→ TASK TO COMPLETE
Give back the listing word for word, from top to bottom.

→ MATERIAL TO PROCESS
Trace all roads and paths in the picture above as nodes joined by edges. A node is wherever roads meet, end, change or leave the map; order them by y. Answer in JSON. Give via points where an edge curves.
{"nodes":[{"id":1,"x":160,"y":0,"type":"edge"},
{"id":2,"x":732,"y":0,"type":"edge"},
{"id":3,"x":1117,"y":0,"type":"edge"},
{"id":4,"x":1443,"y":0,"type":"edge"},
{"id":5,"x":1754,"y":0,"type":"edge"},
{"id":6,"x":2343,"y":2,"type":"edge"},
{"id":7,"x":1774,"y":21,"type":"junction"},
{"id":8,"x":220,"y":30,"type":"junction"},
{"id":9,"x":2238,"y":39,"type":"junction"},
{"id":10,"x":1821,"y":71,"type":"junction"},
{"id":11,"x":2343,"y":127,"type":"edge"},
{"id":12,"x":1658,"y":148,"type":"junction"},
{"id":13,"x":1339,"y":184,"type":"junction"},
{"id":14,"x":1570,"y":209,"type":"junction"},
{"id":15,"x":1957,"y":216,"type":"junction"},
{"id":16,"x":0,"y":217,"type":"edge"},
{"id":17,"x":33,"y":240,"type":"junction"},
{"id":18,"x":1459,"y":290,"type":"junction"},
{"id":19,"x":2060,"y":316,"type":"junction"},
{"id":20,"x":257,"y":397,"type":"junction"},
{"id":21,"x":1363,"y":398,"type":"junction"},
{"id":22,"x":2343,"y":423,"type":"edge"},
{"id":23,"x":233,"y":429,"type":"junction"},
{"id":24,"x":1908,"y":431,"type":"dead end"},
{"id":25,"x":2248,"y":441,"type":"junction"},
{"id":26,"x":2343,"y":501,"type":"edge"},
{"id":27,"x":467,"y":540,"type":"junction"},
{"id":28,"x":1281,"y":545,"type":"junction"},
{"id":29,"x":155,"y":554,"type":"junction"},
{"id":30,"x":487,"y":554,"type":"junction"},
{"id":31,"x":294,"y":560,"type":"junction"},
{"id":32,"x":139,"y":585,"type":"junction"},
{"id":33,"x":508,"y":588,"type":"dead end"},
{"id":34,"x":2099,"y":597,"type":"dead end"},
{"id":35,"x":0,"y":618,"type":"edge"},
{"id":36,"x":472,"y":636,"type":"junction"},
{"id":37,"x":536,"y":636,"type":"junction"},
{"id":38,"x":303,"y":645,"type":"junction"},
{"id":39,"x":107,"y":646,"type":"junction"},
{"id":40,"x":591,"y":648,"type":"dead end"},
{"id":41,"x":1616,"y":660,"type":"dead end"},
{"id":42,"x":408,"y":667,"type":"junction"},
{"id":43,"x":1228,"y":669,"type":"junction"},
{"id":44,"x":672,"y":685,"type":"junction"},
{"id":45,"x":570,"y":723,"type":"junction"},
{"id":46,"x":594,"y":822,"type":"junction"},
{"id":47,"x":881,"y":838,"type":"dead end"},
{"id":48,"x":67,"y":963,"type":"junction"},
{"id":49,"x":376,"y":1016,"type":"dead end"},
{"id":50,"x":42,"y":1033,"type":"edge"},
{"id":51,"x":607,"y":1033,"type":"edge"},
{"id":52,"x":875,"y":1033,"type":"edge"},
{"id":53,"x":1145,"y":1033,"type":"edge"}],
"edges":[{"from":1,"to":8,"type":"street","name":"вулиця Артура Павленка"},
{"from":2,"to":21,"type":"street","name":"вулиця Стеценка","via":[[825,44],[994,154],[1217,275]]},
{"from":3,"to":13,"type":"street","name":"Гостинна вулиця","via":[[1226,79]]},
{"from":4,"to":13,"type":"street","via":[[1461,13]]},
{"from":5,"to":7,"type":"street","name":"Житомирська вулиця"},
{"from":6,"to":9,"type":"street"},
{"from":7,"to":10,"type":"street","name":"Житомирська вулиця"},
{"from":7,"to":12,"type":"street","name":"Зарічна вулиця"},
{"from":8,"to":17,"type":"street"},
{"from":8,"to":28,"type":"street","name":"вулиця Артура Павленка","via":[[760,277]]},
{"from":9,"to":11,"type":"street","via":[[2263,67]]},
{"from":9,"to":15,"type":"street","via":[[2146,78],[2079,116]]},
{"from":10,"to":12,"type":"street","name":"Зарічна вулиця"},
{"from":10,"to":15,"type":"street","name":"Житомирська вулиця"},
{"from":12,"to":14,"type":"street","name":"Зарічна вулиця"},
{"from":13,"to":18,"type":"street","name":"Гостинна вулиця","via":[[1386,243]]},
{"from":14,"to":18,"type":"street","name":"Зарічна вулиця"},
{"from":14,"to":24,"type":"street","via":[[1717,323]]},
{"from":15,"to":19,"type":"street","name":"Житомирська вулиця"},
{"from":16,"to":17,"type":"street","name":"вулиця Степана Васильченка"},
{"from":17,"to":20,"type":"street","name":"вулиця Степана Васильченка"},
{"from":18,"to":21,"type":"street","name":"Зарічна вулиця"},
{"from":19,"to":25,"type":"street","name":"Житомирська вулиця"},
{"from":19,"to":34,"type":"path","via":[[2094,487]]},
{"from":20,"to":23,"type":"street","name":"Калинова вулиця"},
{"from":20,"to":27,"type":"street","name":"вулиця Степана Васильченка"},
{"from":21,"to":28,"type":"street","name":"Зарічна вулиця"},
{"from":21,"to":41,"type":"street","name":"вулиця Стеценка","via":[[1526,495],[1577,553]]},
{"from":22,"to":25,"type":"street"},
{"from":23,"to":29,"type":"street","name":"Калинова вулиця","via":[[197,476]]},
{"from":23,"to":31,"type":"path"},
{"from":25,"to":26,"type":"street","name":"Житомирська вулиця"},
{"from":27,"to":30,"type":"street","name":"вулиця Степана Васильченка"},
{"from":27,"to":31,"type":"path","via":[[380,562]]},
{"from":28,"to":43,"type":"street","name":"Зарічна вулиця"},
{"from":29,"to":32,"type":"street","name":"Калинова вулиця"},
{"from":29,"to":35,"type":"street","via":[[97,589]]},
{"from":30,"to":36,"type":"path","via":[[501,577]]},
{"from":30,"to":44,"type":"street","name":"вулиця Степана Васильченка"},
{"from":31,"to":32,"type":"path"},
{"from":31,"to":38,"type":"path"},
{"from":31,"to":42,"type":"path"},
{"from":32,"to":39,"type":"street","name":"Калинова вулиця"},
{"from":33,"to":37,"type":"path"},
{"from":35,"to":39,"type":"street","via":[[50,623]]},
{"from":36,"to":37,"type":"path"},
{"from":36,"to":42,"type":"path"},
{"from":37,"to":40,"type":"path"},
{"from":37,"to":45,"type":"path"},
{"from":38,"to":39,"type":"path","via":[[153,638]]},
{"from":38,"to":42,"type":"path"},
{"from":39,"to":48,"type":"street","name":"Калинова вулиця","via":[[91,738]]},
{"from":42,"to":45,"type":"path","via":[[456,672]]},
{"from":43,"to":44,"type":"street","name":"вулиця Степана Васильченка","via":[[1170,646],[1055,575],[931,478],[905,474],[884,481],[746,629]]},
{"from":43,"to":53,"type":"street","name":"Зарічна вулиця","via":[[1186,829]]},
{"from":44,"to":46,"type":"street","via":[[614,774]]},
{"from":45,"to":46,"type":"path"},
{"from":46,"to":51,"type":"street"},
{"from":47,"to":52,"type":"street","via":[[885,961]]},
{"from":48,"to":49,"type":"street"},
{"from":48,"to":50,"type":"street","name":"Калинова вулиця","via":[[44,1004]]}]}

→ RESULT OF THE EXERCISE
Trace all roads and paths in the picture above as nodes joined by edges. A node is wherever roads meet, end, change or leave the map; order them by y. Answer in JSON. Give via points where an edge curves.
{"nodes":[{"id":1,"x":160,"y":0,"type":"edge"},
{"id":2,"x":732,"y":0,"type":"edge"},
{"id":3,"x":1117,"y":0,"type":"edge"},
{"id":4,"x":1443,"y":0,"type":"edge"},
{"id":5,"x":1754,"y":0,"type":"edge"},
{"id":6,"x":2343,"y":2,"type":"edge"},
{"id":7,"x":1774,"y":21,"type":"junction"},
{"id":8,"x":220,"y":30,"type":"junction"},
{"id":9,"x":2238,"y":39,"type":"junction"},
{"id":10,"x":1821,"y":71,"type":"junction"},
{"id":11,"x":2343,"y":127,"type":"edge"},
{"id":12,"x":1658,"y":148,"type":"junction"},
{"id":13,"x":1339,"y":184,"type":"junction"},
{"id":14,"x":1570,"y":209,"type":"junction"},
{"id":15,"x":1957,"y":216,"type":"junction"},
{"id":16,"x":0,"y":217,"type":"edge"},
{"id":17,"x":33,"y":240,"type":"junction"},
{"id":18,"x":1459,"y":290,"type":"junction"},
{"id":19,"x":2060,"y":316,"type":"junction"},
{"id":20,"x":257,"y":397,"type":"junction"},
{"id":21,"x":1363,"y":398,"type":"junction"},
{"id":22,"x":2343,"y":423,"type":"edge"},
{"id":23,"x":233,"y":429,"type":"junction"},
{"id":24,"x":1908,"y":431,"type":"dead end"},
{"id":25,"x":2248,"y":441,"type":"junction"},
{"id":26,"x":2343,"y":501,"type":"edge"},
{"id":27,"x":467,"y":540,"type":"junction"},
{"id":28,"x":1281,"y":545,"type":"junction"},
{"id":29,"x":155,"y":554,"type":"junction"},
{"id":30,"x":487,"y":554,"type":"junction"},
{"id":31,"x":294,"y":560,"type":"junction"},
{"id":32,"x":139,"y":585,"type":"junction"},
{"id":33,"x":508,"y":588,"type":"dead end"},
{"id":34,"x":2099,"y":597,"type":"dead end"},
{"id":35,"x":0,"y":618,"type":"edge"},
{"id":36,"x":472,"y":636,"type":"junction"},
{"id":37,"x":536,"y":636,"type":"junction"},
{"id":38,"x":303,"y":645,"type":"junction"},
{"id":39,"x":107,"y":646,"type":"junction"},
{"id":40,"x":591,"y":648,"type":"dead end"},
{"id":41,"x":1616,"y":660,"type":"dead end"},
{"id":42,"x":408,"y":667,"type":"junction"},
{"id":43,"x":1228,"y":669,"type":"junction"},
{"id":44,"x":672,"y":685,"type":"junction"},
{"id":45,"x":570,"y":723,"type":"junction"},
{"id":46,"x":594,"y":822,"type":"junction"},
{"id":47,"x":881,"y":838,"type":"dead end"},
{"id":48,"x":67,"y":963,"type":"junction"},
{"id":49,"x":376,"y":1016,"type":"dead end"},
{"id":50,"x":42,"y":1033,"type":"edge"},
{"id":51,"x":607,"y":1033,"type":"edge"},
{"id":52,"x":875,"y":1033,"type":"edge"},
{"id":53,"x":1145,"y":1033,"type":"edge"}],
"edges":[{"from":1,"to":8,"type":"street","name":"вулиця Артура Павленка"},
{"from":2,"to":21,"type":"street","name":"вулиця Стеценка","via":[[825,44],[994,154],[1217,275]]},
{"from":3,"to":13,"type":"street","name":"Гостинна вулиця","via":[[1226,79]]},
{"from":4,"to":13,"type":"street","via":[[1461,13]]},
{"from":5,"to":7,"type":"street","name":"Житомирська вулиця"},
{"from":6,"to":9,"type":"street"},
{"from":7,"to":10,"type":"street","name":"Житомирська вулиця"},
{"from":7,"to":12,"type":"street","name":"Зарічна вулиця"},
{"from":8,"to":17,"type":"street"},
{"from":8,"to":28,"type":"street","name":"вулиця Артура Павленка","via":[[760,277]]},
{"from":9,"to":11,"type":"street","via":[[2263,67]]},
{"from":9,"to":15,"type":"street","via":[[2146,78],[2079,116]]},
{"from":10,"to":12,"type":"street","name":"Зарічна вулиця"},
{"from":10,"to":15,"type":"street","name":"Житомирська вулиця"},
{"from":12,"to":14,"type":"street","name":"Зарічна вулиця"},
{"from":13,"to":18,"type":"street","name":"Гостинна вулиця","via":[[1386,243]]},
{"from":14,"to":18,"type":"street","name":"Зарічна вулиця"},
{"from":14,"to":24,"type":"street","via":[[1717,323]]},
{"from":15,"to":19,"type":"street","name":"Житомирська вулиця"},
{"from":16,"to":17,"type":"street","name":"вулиця Степана Васильченка"},
{"from":17,"to":20,"type":"street","name":"вулиця Степана Васильченка"},
{"from":18,"to":21,"type":"street","name":"Зарічна вулиця"},
{"from":19,"to":25,"type":"street","name":"Житомирська вулиця"},
{"from":19,"to":34,"type":"path","via":[[2094,487]]},
{"from":20,"to":23,"type":"street","name":"Калинова вулиця"},
{"from":20,"to":27,"type":"street","name":"вулиця Степана Васильченка"},
{"from":21,"to":28,"type":"street","name":"Зарічна вулиця"},
{"from":21,"to":41,"type":"street","name":"вулиця Стеценка","via":[[1526,495],[1577,553]]},
{"from":22,"to":25,"type":"street"},
{"from":23,"to":29,"type":"street","name":"Калинова вулиця","via":[[197,476]]},
{"from":23,"to":31,"type":"path"},
{"from":25,"to":26,"type":"street","name":"Житомирська вулиця"},
{"from":27,"to":30,"type":"street","name":"вулиця Степана Васильченка"},
{"from":27,"to":31,"type":"path","via":[[380,562]]},
{"from":28,"to":43,"type":"street","name":"Зарічна вулиця"},
{"from":29,"to":32,"type":"street","name":"Калинова вулиця"},
{"from":29,"to":35,"type":"street","via":[[97,589]]},
{"from":30,"to":36,"type":"path","via":[[501,577]]},
{"from":30,"to":44,"type":"street","name":"вулиця Степана Васильченка"},
{"from":31,"to":32,"type":"path"},
{"from":31,"to":38,"type":"path"},
{"from":31,"to":42,"type":"path"},
{"from":32,"to":39,"type":"street","name":"Калинова вулиця"},
{"from":33,"to":37,"type":"path"},
{"from":35,"to":39,"type":"street","via":[[50,623]]},
{"from":36,"to":37,"type":"path"},
{"from":36,"to":42,"type":"path"},
{"from":37,"to":40,"type":"path"},
{"from":37,"to":45,"type":"path"},
{"from":38,"to":39,"type":"path","via":[[153,638]]},
{"from":38,"to":42,"type":"path"},
{"from":39,"to":48,"type":"street","name":"Калинова вулиця","via":[[91,738]]},
{"from":42,"to":45,"type":"path","via":[[456,672]]},
{"from":43,"to":44,"type":"street","name":"вулиця Степана Васильченка","via":[[1170,646],[1055,575],[931,478],[905,474],[884,481],[746,629]]},
{"from":43,"to":53,"type":"street","name":"Зарічна вулиця","via":[[1186,829]]},
{"from":44,"to":46,"type":"street","via":[[614,774]]},
{"from":45,"to":46,"type":"path"},
{"from":46,"to":51,"type":"street"},
{"from":47,"to":52,"type":"street","via":[[885,961]]},
{"from":48,"to":49,"type":"street"},
{"from":48,"to":50,"type":"street","name":"Калинова вулиця","via":[[44,1004]]}]}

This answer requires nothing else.